After sharing her story before the U.N. Security Council in 2015, Nadia began to receive international media attention and was probed to retell her story to journalists and at diplomatic events. As the film progresses, Nadia is candid about how tiring this advocacy work has become and how painful it is to repeatedly share her experiences. The film serves as a commentary on the fatigue and pain that comes from retelling personal experiences of survival but is also ironically, another output that perpetuates the same re-telling. It has admittedly been a few years since I watched On Her Shoulders, so I don’t remember the specifics of how the director positioned or acknowledged herself. However, in this interview with the filmmaker, Bombach admits that at the time that she started filming, she had no idea how impacted Nadia would be from sharing her story over and over again. Bombach also talks about how she was given access to Nadia’s story through a production company and that she had to fight for the film to be a feature instead of a short. The decisions made about the film ultimately were made by executives in the production company in the Global North, who were distant from Nadia’s world.
Revisiting this film, in conjunction with the readings, is bringing up a lot of questions for me about the ethics of documentary films and media interviews. On one hand, the film raises awareness about sexual slavery and genocide but on the other hand, it feeds into the “hype” around Murad’s survival story and undoubtedly inflicts additional pain, and arguably violence, on her. This may be a part of the film that I don’t remember, but I would hope that Bombach’s positionality is reflected in the film (or at least her approach) and that there was extensive collaboration with Murad and her community throughout the filmmaking process.
My key question from this reflection is: Most researchers, filmmakers, journalists, and development professionals are at the helm of their employers and bureaucratic processes. How can they balance advocating for more personal reflexivity, collaboration, and reflection in their work without support (or even worse, when it’s discouraged) from their employers?
In engaging with the readings for this week, I think about the phrase most of us have all heard “knowledge is power”, yet “power” can have such a violent connotation, but we are still looking for it. This directly relates to what the readings this week talk about in terms of research, different ways of knowing, and the ethics surrounding the practice. In some ways, they also talk about how historically, there has been little care for the people being researched and their stories.

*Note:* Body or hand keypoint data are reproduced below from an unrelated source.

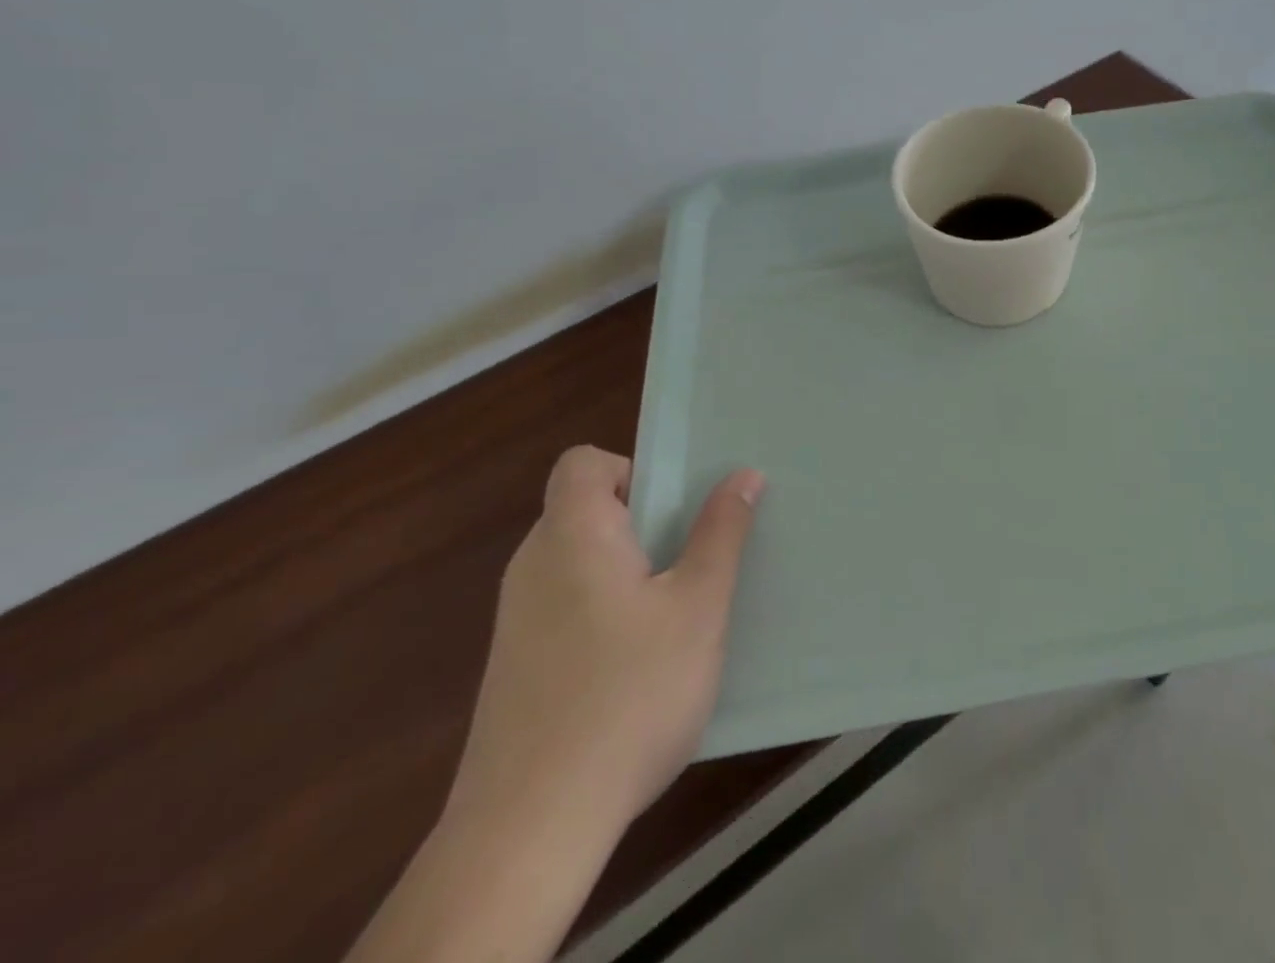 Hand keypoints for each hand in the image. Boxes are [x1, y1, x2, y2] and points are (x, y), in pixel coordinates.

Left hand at [447, 448, 764, 840]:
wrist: (529, 830)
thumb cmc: (628, 695)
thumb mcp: (697, 607)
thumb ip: (721, 533)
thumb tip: (742, 474)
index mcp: (572, 535)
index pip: (583, 462)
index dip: (631, 469)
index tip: (673, 510)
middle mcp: (533, 566)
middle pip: (586, 511)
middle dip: (644, 524)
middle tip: (691, 563)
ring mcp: (516, 621)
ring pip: (580, 563)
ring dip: (628, 571)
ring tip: (674, 616)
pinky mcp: (514, 668)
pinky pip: (566, 608)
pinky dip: (603, 613)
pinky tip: (637, 668)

How did we get to the point where someone’s lived experiences are sometimes nothing more than ink on a paper or a pixel on a screen.
Abdelnour and Abu Moghli talk about reductionists labels and how this contributes to the objectification of the subject. It immediately made me think the US and the never ending discourse on immigration. Particularly, how many Americans group all latin American immigrants as “Mexicans” simply because we share a border and because it is to treat the “problem” when it is homogenous group of people, instead of thinking about the actual root and fundamental causes of the issue at hand. Grouping all migrants into a single group, Ignores the context of each individual country of where they might be fleeing from as well as their own individual experiences. While they talk about political reflexivity, their section on violence normalization also reminds me about how social media has normalized in some ways the images of people in violent contexts as something that is normal, but also possibly even worse as the only way of actually getting people to talk about it. You have the example of the photo of Alan Kurdi, the Syrian boy who drowned while trying to reach Europe to escape the civil war in Syria. There were statistics that showed that immediately after the publication of that photo, searches about the conflict in Syria as well as the so-called “European refugee crisis” skyrocketed but eventually they went down, and also how European countries. More so, as the public’s interest into this crisis started to wind down, more European countries started to crackdown on asylum seekers.

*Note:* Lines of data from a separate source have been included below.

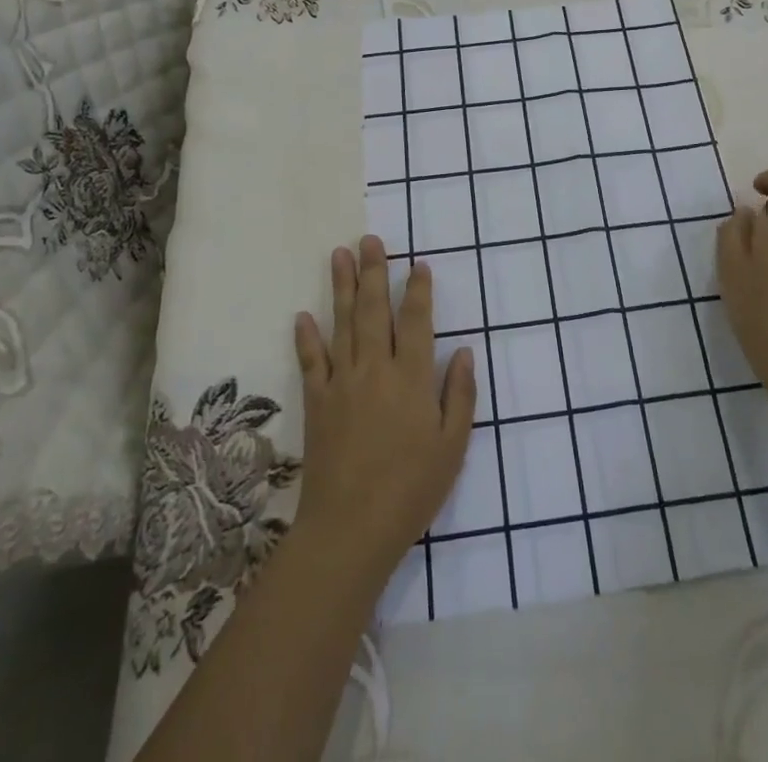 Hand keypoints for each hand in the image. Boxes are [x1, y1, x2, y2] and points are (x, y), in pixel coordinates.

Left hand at [291, 236, 474, 588]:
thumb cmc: (411, 488)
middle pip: (375, 310)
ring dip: (341, 287)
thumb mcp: (453, 445)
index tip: (418, 264)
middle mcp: (376, 369)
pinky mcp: (317, 403)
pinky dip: (306, 338)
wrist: (350, 528)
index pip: (417, 321)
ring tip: (339, 254)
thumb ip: (460, 394)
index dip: (418, 290)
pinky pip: (311, 362)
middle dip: (374, 272)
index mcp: (412, 377)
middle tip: (370, 240)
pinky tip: (302, 315)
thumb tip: (465, 351)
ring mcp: (342, 383)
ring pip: (342, 324)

When Oumar Bâ talks about the violent nature of research, I think about how, if someone does not have access to journals through an institution like a university (for which one has to pay tuition in most cases, particularly within the North American context) or is not willing to pay the subscription to the journals, then that research cannot be read so who truly is benefitting here? Sure, you can email the researchers themselves and most will gladly send you an email with the article, but it is still not accessible in so many ways. What is the benefit of the research if it will be stuck behind a paywall? If the people whose stories, experiences, and who to a certain degree trusted the researchers into getting this knowledge out into the world, are not able to see what is being done with their histories, what even is the purpose of doing research. It also reminded me of a reading assigned in a course I took last term (Policy Analysis and Program Evaluation) about the ethics of quasi-experiments as an intervention. With these quasi-experiments (such as cash transfer programs or similar) people in the same community can see the changes and/or benefits that some people are experiencing but not necessarily themselves. Thus, they are left to wonder if they’ll ever get such an opportunity. At the end of the day, these experiments and research will end at some point, so is it ethical to even doing them in the first place?
Most of the authors talk about violent contexts, which means that there are going to be some things that are unspeakable. Not because we shouldn’t be talking about them, but because putting those experiences into words is just far too difficult and would not truly encompass the feelings around said experiences.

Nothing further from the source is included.